Un nouveau cadre juridique lourd de menaces pour les droits humains en ligne. En effet, ce cadre comporte de nombreuses dispositions qui remettent en cause la liberté d’expression, le droit d’accès à l’information, le droit à la vie privée.

En sus de cet arsenal juridique préoccupant, il y a les projets du gouvernement du Sénégal qui suscitent de nombreuses interrogations sur la sécurité des sénégalais, sur la protection des données personnelles et des risques de surveillance de masse.

Il s’agit entre autres :

  • Système national d’identification numérique ;
  • Les bases de données biométriques tels que le nouveau permis de conduire ;
  • Le projet «Safe City» avec des caméras de surveillance intelligentes en cours de mise en œuvre.
  • La collecte de données personnelles en contexte politique

Malgré, un tel contexte aussi préoccupant pour les droits humains en ligne communément appelés droits numériques, les organisations de la société civile, en particulier les organisations de défense des droits de l’homme, sont peu engagées dans la promotion et la protection des droits humains en ligne. En somme, une société civile faible et un citoyen sans pouvoir, pour réagir aux menaces et aux violations des droits et libertés d’Internet au Sénégal.

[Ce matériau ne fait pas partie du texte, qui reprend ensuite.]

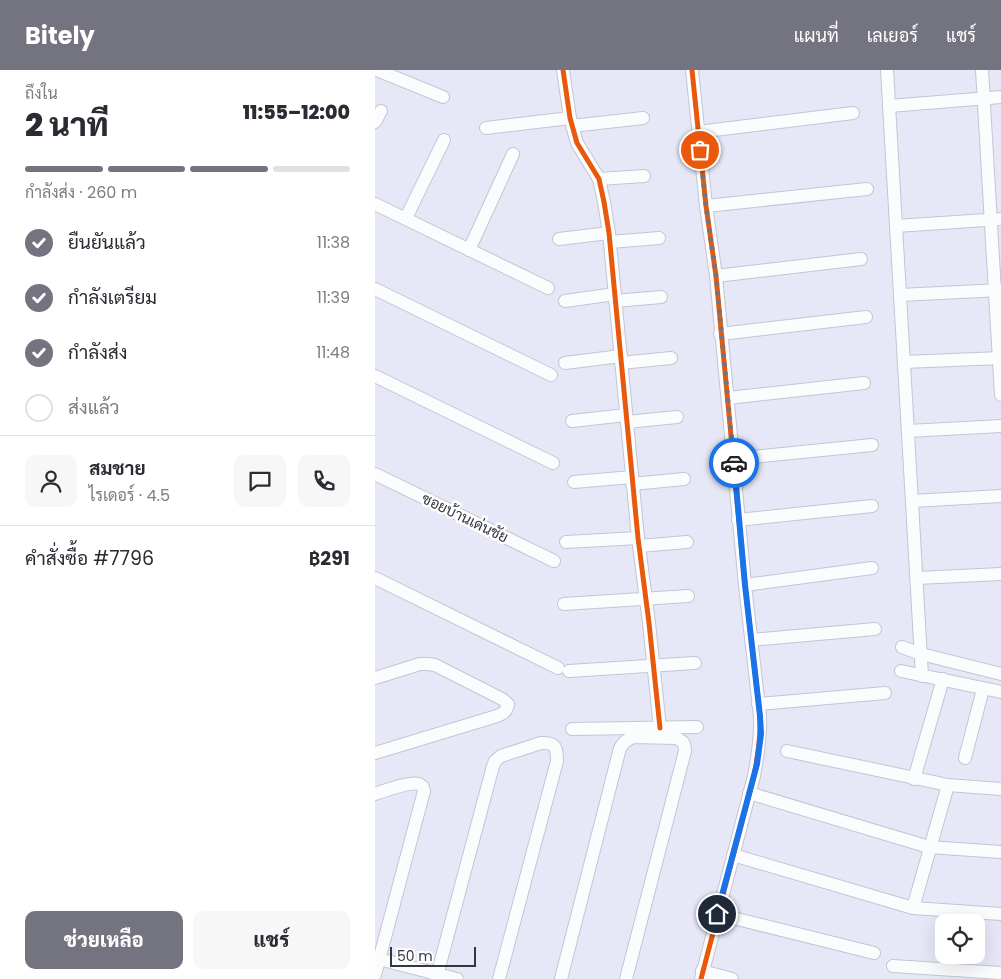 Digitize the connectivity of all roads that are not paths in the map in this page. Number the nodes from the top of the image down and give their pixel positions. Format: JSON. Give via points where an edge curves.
{"nodes":[{"id":1,"x":377,"y":70,"type":"edge"},
{"id":2,"x":563,"y":70,"type":"edge"},
{"id":3,"x":692,"y":70,"type":"edge"},
{"id":4,"x":887,"y":70,"type":"edge"},
{"id":5,"x":982,"y":70,"type":"edge"},
{"id":6,"x":443,"y":96,"type":"dead end"},
{"id":7,"x":984,"y":98,"type":"junction"},
{"id":8,"x":1001,"y":98,"type":"edge"},
{"id":9,"x":889,"y":106,"type":"junction"},
{"id":10,"x":853,"y":113,"type":"dead end"},
{"id":11,"x":643,"y":118,"type":"dead end"},
{"id":12,"x":571,"y":122,"type":"junction"},
{"id":13,"x":486,"y":128,"type":"dead end"},
{"id":14,"x":698,"y":132,"type":"junction"},
{"id":15,"x":444,"y":140,"type":"dead end"},
{"id":16,"x":513,"y":154,"type":"dead end"},
{"id":17,"x":644,"y":176,"type":"dead end"},
{"id":18,"x":599,"y":179,"type":"junction"},
{"id":19,"x":867,"y":189,"type":"dead end"},
{"id":20,"x":375,"y":204,"type":"edge"},
{"id":21,"x":706,"y":206,"type":"junction"},
{"id":22,"x":406,"y":218,"type":"junction"},
{"id":23,"x":996,"y":220,"type":"edge"},
{"id":24,"x":896,"y":226,"type":"junction"},
{"id":25,"x":610,"y":238,"type":"junction"},
{"id":26,"x":659,"y":238,"type":"dead end"},
{"id":27,"x":559,"y":239,"type":"dead end"},
{"id":28,"x":469,"y":250,"type":"junction"},
{"id":29,"x":861,"y":259,"type":"dead end"},
{"id":30,"x":716,"y":276,"type":"junction"},
{"id":31,"x":548,"y":288,"type":"dead end"},
{"id":32,"x":375,"y":290,"type":"edge"},
{"id":33,"x":998,"y":290,"type":"edge"},
{"id":34,"x":900,"y":295,"type":"junction"},
{"id":35,"x":615,"y":297,"type":"junction"},
{"id":36,"x":661,"y":297,"type":"dead end"},
{"id":37,"x":565,"y":301,"type":"dead end"},
{"id":38,"x":865,"y":317,"type":"dead end"},
{"id":39,"x":721,"y":334,"type":"junction"},
{"id":40,"x":671,"y":358,"type":"dead end"},
{"id":41,"x":1000,"y":358,"type":"edge"},
{"id":42,"x":621,"y":359,"type":"junction"},
{"id":43,"x":904,"y":362,"type":"junction"},
{"id":44,"x":565,"y":363,"type":"dead end"},
{"id":45,"x":551,"y":375,"type":"dead end"},
{"id":46,"x":375,"y":376,"type":"edge"},
{"id":47,"x":864,"y":383,"type":"dead end"},
{"id":48,"x":1001,"y":395,"type":"edge"},
{"id":49,"x":728,"y":398,"type":"junction"},
{"id":50,"x":677,"y":418,"type":"dead end"},
{"id":51,"x":627,"y":419,"type":"junction"},
{"id":52,"x":572,"y":421,"type":"dead end"},
{"id":53,"x":1001,"y":426,"type":"edge"},
{"id":54,"x":908,"y":431,"type":"junction"},
{"id":55,"x":871,"y":445,"type":"dead end"},
{"id":56,"x":733,"y":459,"type":"junction"},
{"id":57,"x":553,"y":463,"type":"dead end"},
{"id":58,"x":375,"y":474,"type":"edge"},
{"id":59,"x":632,"y":480,"type":"junction"},
{"id":60,"x":684,"y":480,"type":"dead end"},
{"id":61,"x":573,"y":482,"type":"dead end"},
{"id":62,"x":1001,"y":496,"type":"edge"},
{"id":63,"x":912,"y":501,"type":"junction"},
{"id":64,"x":873,"y":506,"type":"dead end"},
{"id":65,"x":738,"y":520,"type":"junction"},
{"id":66,"x":566,"y":542,"type":"dead end"},
{"id":67,"x":639,"y":542,"type":"junction"},
{"id":68,"x":687,"y":542,"type":"dead end"},
{"id":69,"x":554,"y":561,"type":"dead end"},
{"id":70,"x":872,"y":568,"type":"dead end"},
{"id":71,"x":1001,"y":574,"type":"edge"},
{"id":72,"x":375,"y":578,"type":"edge"},
{"id":73,"x":917,"y":578,"type":"junction"},
{"id":74,"x":745,"y":585,"type":"junction"},
{"id":75,"x":688,"y":596,"type":"dead end"},
{"id":76,"x":646,"y":599,"type":"junction"},
{"id":77,"x":564,"y":604,"type":"dead end"},
{"id":78,"x":875,"y":630,"type":"dead end"},
{"id":79,"x":751,"y":640,"type":"junction"},
{"id":80,"x":902,"y":647,"type":"dead end"},
{"id":81,"x":921,"y":654,"type":"junction"},
{"id":82,"x":695,"y":663,"type":"dead end"},
{"id":83,"x":653,"y":665,"type":"junction"},
{"id":84,"x":901,"y":671,"type":"dead end"},
{"id":85,"x":1001,"y":674,"type":"edge"},
{"id":86,"x":922,"y":676,"type":"junction"},
{"id":87,"x":375,"y":678,"type":"edge"},
{"id":88,"x":943,"y":679,"type":"junction"},
{"id":89,"x":983,"y":689,"type":"junction"},
{"id":90,"x":1001,"y":692,"type":"edge"},
{"id":91,"x":885,"y":693,"type":"dead end"},
{"id":92,"x":758,"y":704,"type":"junction"},
{"id":93,"x":697,"y":727,"type":"dead end"},
{"id":94,"x":660,"y":728,"type":"junction"},
{"id":95,"x":572,"y":729,"type":"dead end"},
{"id":96,"x":787,"y":751,"type":"dead end"},
{"id":97,"x":375,"y":752,"type":"edge"},
{"id":98,"x":965,"y":758,"type":"dead end"},
{"id":99,"x":914,"y":779,"type":"junction"},
{"id":100,"x":947,"y":785,"type":"junction"},
{"id":101,"x":1001,"y":789,"type":"edge"},
{"id":102,"x":749,"y":793,"type":"junction"},
{"id":103,"x":375,"y":794,"type":"edge"},
{"id":104,"x":929,"y":847,"type":"junction"},
{"id":105,"x":1001,"y":852,"type":"edge"},
{"id":106,"x":733,"y":855,"type":"junction"},
{"id":107,"x":913,"y":908,"type":"junction"},
{"id":108,"x":717,"y":914,"type":"junction"},
{"id":109,"x":1001,"y":914,"type":"edge"},
{"id":110,"x":874,"y":953,"type":"dead end"},
{"id":111,"x":377,"y":958,"type":"edge"},
{"id":112,"x":893,"y":966,"type":"dead end"},
{"id":113,"x":1001,"y":973,"type":"edge"},
{"id":114,"x":375,"y":975,"type":"edge"},
{"id":115,"x":701,"y":975,"type":"edge"},
{"id":116,"x":437,"y":976,"type":"edge"},
{"id":117,"x":986,"y":976,"type":"edge"},
{"id":118,"x":457,"y":979,"type":"edge"},
{"id":119,"x":499,"y":979,"type":"edge"},
{"id":120,"x":561,"y":979,"type":"edge"},
{"id":121,"x":626,"y":979,"type":"edge"},
{"id":122,"x":733,"y":979,"type":"edge"}],
"edges":[{"from":1,"to":6,"type":"street"},
{"from":2,"to":12,"type":"street"},
{"from":3,"to":14,"type":"street"},
{"from":4,"to":9,"type":"street"},
{"from":5,"to":7,"type":"street"},
{"from":7,"to":8,"type":"street"},
{"from":7,"to":9,"type":"street"},
{"from":7,"to":23,"type":"street"},
{"from":9,"to":24,"type":"street"},
{"from":10,"to":14,"type":"street"},
{"from":11,"to":12,"type":"street"},
{"from":12,"to":13,"type":"street"},
{"from":12,"to":18,"type":"street","via":[[577,143]]},
{"from":14,"to":21,"type":"street"},
{"from":15,"to":22,"type":"street"},
{"from":16,"to":28,"type":"street"},
{"from":17,"to":18,"type":"street"},
{"from":18,"to":25,"type":"street"},
{"from":19,"to":21,"type":"street"},
{"from":20,"to":22,"type":"street"},
{"from":21,"to":30,"type":"street"},
{"from":22,"to":28,"type":"street"},
{"from":23,"to":24,"type":"street"},
{"from":23,"to":33,"type":"street"},
{"from":24,"to":34,"type":"street"},
{"from":25,"to":26,"type":"street"},
{"from":25,"to":27,"type":"street"},
{"from":25,"to":35,"type":"street"},
{"from":28,"to":31,"type":"street"},
{"from":29,"to":30,"type":"street"},
{"from":30,"to":39,"type":"street"},
{"from":32,"to":45,"type":"street"},
{"from":33,"to":34,"type":"street"},
{"from":33,"to":41,"type":"street"},
{"from":34,"to":43,"type":"street"},
{"from":35,"to":36,"type":"street"},
{"from":35,"to":37,"type":"street"},
{"from":35,"to":42,"type":"street"},
{"from":38,"to":39,"type":"street"},
{"from":39,"to":49,"type":"street"},
{"from":40,"to":42,"type":"street"},
{"from":41,"to":43,"type":"street"},
{"from":41,"to":48,"type":"street"},
{"from":42,"to":44,"type":"street"},
{"from":42,"to":51,"type":"street"},
{"from":43,"to":54,"type":"street"},
{"from":46,"to":57,"type":"street"},
{"from":47,"to":49,"type":"street"},
{"from":49,"to":56,"type":"street"},
{"from":50,"to":51,"type":"street"},
{"from":51,"to":52,"type":"street"},
{"from":51,"to":59,"type":"street"},
{"from":53,"to":54,"type":"street"},
{"from":54,"to":63,"type":"street"},
{"from":55,"to":56,"type":"street"},
{"from":56,"to":65,"type":"street"},
{"from":58,"to":69,"type":"street","name":"ซอยบ้านเด่นชัย"},
{"from":59,"to":60,"type":"street"},
{"from":59,"to":61,"type":"street"},
{"from":59,"to":67,"type":"street"},
{"from":62,"to":63,"type":"street"},
{"from":63,"to":73,"type":"street"},
{"from":64,"to":65,"type":"street"},
{"from":65,"to":74,"type":"street"},
{"from":66,"to":67,"type":"street"},
{"from":67,"to":68,"type":"street"},
{"from":67,"to":76,"type":"street"},
{"from":70,"to":74,"type":"street"},
{"from":71,"to":73,"type":"street"},
{"from":72,"to":83,"type":"street","via":[[564,669]]},
{"from":73,"to":81,"type":"street"},
{"from":74,"to":79,"type":"street"},
{"from":75,"to":76,"type":"street"},
{"from":76,"to":77,"type":"street"},
{"from":76,"to":83,"type":"street"},
{"from":78,"to":79,"type":"street"},
{"from":79,"to":92,"type":"street"},
{"from":80,"to":81,"type":"street"},
{"from":81,"to":85,"type":"street"},
{"from":81,"to":86,"type":"street"},
{"from":82,"to":83,"type":"street"},
{"from":83,"to":94,"type":"street"},
{"from":84,"to":86,"type":"street"},
{"from":86,"to":88,"type":"street"},
{"from":87,"to":97,"type":"street","via":[[420,664],[435,665],[508,704],[504,713],[497,716]]},
{"from":88,"to":89,"type":"street"},
{"from":88,"to":99,"type":"street"},
{"from":89,"to":90,"type":"street"},
{"from":89,"to":98,"type":"street"},
{"from":91,"to":92,"type":"street"},
{"from":92,"to":102,"type":"street","via":[[761,734]]},
{"from":93,"to":94,"type":"street"},
{"from":94,"to":95,"type":"street"},
{"from":96,"to":99,"type":"street"},
{"from":99,"to":100,"type":"street"},
{"from":100,"to":101,"type":"street"},
{"from":100,"to":104,"type":"street"},
{"from":102,"to":104,"type":"street"},
{"from":102,"to":106,"type":"street"},
{"from":103,"to":111,"type":"street","via":[[413,784],[419,784],[424,791]]},
{"from":104,"to":105,"type":"street"},
{"from":104,"to":107,"type":"street"},
{"from":106,"to":107,"type":"street"},
{"from":106,"to":108,"type":"street"},
{"from":107,"to":109,"type":"street"},
{"from":108,"to":110,"type":"street"},
{"from":108,"to":115,"type":"street"},
{"from":111,"to":114,"type":"street"},
{"from":111,"to":116,"type":"street"},
{"from":112,"to":117,"type":"street"},
{"from":113,"to":117,"type":"street"},
{"from":115,"to":122,"type":"street"},
{"from":116,"to":118,"type":"street"},
{"from":116,"to":119,"type":"street","via":[[495,760],[541,743],[552,744],[556,748],[557,762]]},
{"from":120,"to":121,"type":"street","via":[[620,748],[628,738],[676,738],[685,744],[685,751]]}]}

Afin de faire face à une telle situation, il est nécessaire et urgent de construire au Sénégal un réseau national d’organisations de la société civile en particulier les défenseurs des droits humains pour promouvoir et protéger les droits humains en ligne par le biais de la Déclaration africaine des droits et libertés sur Internet.

La déclaration est une initiative panafricaine de promotion des droits de l’homme en ligne en Afrique, élaborée sur la base de la résolution 362 sur le droit et la Liberté d’information et d’expression sur internet en Afrique, adopté par la Commission Africaine des Droits de l’Homme et des Peuples à Banjul le 4 novembre 2016.

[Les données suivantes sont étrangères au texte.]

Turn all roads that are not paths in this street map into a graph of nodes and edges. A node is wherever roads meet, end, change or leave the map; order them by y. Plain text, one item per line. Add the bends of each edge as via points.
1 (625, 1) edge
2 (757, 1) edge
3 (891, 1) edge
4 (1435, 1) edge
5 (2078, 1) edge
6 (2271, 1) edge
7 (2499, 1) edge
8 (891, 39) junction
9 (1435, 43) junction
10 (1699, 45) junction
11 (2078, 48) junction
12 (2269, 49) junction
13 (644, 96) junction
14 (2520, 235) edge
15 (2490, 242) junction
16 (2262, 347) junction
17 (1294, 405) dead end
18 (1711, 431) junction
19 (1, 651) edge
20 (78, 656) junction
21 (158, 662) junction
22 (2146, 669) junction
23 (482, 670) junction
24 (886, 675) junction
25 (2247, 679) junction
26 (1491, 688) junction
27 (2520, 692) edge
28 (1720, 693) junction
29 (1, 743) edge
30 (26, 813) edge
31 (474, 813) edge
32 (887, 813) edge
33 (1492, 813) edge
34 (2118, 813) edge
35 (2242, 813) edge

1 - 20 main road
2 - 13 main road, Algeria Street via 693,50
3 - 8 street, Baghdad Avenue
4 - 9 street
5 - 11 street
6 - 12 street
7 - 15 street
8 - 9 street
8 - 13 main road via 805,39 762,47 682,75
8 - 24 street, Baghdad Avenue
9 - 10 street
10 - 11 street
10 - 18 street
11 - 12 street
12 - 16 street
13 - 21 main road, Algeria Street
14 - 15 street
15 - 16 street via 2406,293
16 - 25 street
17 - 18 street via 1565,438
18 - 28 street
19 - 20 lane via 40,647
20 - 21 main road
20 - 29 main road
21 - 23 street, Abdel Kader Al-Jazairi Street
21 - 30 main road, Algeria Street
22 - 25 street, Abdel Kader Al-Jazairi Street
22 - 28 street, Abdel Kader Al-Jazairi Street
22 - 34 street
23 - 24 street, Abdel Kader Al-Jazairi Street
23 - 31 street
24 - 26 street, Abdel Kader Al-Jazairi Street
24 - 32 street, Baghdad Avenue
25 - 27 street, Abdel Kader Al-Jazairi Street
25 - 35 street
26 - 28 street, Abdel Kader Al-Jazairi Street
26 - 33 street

Au regard de ce qui précède, l’Association des Utilisateurs des TIC (ASUTIC) a initié un projet de promotion des droits humains en ligne au Sénégal.

L’objectif général de ce projet est de sécuriser les droits humains en ligne et faire en sorte que le cadre politique, légal et réglementaire du Sénégal lié à Internet promeut et respecte les droits humains, en particulier la liberté d’expression, le droit d‘accès à l’information, et le droit à la vie privée, grâce à la participation active de la société civile.

Dans le cadre de sa mise en œuvre, l’ASUTIC organise un atelier sur la stratégie de promotion des droits humains en ligne au Sénégal, le 28 janvier 2020 de 09h à 17h au business Center sis à la VDN.

Objectif global

  • Faire l’état des lieux sur les droits numériques et vulgariser la déclaration africaine sur les droits et libertés sur Internet pour une meilleure promotion des droits humains en ligne au Sénégal.

Objectifs spécifiques

  1. Renforcer les capacités des parties prenantes sur les droits numériques ;
  2. Créer d’un réseau pour la promotion des droits numériques ;
  3. Obtenir des recommandations sur le plaidoyer et la sensibilisation.

Publics cibles

  1. Organisation de la société civile en particulier les défenseurs des droits humains ;
  2. Journalistes spécialisés en TIC ;
  3. Activistes / Bloggeurs ;
  4. Parlementaires ;
  5. Autorités gouvernementales.

Résultats attendus

  1. Meilleure compréhension de la situation des droits numériques au Sénégal ;
  2. Approbation de la déclaration africaine sur les droits et libertés sur Internet par sa signature ;
  3. Création d’un réseau pour la promotion des droits numériques au Sénégal.